Heritage-area sites include the Henry Ford Museum of American Innovation in Dearborn, the Sloan Museum in Flint, and the R.E. Olds Transportation Museum in Lansing.
Beyond symbolism, what are the benefits?
Perhaps the most obvious benefit is financial. In a release announcing her lobbying trip to D.C., Whitmer’s office said a heritage area designation would “unleash hundreds of thousands of dollars in federal investment.”
Heritage areas receive annual federal appropriations that typically range between $150,000 and $750,000 per site.
Beyond that, the parks service provides technical and planning advice for the local organizations that oversee national heritage areas. And the existence of a heritage area can help attract outside funding from foundations and private donors.
There are also economic benefits to the broader community, mostly stemming from tourism to heritage areas. A 2015 study found that Michigan’s MotorCities heritage area generates nearly $229 million in direct economic impact and supports 3,251 direct jobs.
What does it take to get a designation?
A new federal law.
National heritage areas are created through acts of Congress, often after a feasibility study by the National Parks Service. The process typically takes years.
When studying an area for heritage-area designation, the parks service considers whether it represents a special aspect of U.S. heritage and provides opportunities for recreation and education.
From that perspective, Fayen Scarlett said, the Keweenaw “certainly is deserving.”
Each heritage area also needs a local nonprofit or other entity to oversee it.
What else is Whitmer doing in D.C.?
Whitmer plans to meet with the Department of Defense to talk about the Uncrewed Triple Challenge, a competition in which participants try to use autonomous drones to carry packages across the northern Lower Peninsula. Whitmer wants the department to participate in the event.

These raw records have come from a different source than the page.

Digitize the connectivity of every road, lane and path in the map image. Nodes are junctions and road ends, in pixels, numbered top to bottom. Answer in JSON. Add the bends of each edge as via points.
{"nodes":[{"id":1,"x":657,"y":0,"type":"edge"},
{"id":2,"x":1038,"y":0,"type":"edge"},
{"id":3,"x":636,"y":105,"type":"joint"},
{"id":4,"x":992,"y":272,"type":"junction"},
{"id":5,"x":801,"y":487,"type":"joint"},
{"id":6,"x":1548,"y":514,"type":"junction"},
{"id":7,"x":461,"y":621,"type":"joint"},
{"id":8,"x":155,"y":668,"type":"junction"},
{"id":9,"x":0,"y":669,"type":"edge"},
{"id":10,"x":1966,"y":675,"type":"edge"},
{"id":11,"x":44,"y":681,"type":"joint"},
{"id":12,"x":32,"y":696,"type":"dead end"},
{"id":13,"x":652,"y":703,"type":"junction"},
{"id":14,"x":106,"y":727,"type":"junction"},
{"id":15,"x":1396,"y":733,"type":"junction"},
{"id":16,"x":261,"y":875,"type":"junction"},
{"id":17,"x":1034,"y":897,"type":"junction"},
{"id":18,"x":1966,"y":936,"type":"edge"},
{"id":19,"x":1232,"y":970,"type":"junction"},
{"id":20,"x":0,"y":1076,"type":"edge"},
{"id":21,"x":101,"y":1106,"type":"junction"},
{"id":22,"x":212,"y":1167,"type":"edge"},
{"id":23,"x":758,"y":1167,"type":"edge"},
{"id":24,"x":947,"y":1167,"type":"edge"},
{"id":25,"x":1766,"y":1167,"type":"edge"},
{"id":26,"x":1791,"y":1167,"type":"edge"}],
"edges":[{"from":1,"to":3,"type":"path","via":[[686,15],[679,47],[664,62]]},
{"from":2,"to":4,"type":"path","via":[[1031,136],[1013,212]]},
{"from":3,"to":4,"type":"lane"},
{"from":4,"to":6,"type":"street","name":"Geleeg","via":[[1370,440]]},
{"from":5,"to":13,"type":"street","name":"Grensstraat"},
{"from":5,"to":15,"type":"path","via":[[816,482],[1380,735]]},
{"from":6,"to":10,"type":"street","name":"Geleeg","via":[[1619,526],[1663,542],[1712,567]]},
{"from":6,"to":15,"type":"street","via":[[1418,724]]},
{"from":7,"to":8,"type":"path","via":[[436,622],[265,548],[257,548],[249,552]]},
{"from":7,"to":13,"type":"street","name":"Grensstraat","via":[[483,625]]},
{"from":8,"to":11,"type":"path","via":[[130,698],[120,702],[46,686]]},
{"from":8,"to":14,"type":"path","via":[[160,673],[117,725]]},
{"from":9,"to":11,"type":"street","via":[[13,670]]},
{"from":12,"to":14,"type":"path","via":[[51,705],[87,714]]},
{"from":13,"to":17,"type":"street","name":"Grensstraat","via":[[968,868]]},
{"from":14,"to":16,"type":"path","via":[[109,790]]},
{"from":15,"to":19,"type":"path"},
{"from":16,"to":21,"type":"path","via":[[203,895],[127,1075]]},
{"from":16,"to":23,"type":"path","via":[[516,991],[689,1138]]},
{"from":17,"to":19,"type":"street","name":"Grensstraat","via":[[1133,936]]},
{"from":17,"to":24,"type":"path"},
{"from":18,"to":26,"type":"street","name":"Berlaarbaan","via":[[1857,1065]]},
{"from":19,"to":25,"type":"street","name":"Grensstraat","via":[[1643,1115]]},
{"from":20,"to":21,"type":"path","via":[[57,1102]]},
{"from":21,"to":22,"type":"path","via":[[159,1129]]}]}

Whitmer offered few other details about her itinerary. But in general, her office said she is pitching Michigan for federal investment in “economic and workforce development, innovation, and cross-border cooperation.”
“I am excited to work with allies in our congressional delegation and my cabinet to win more investments, create more jobs, and revitalize more communities back home in Michigan,” she said in a statement.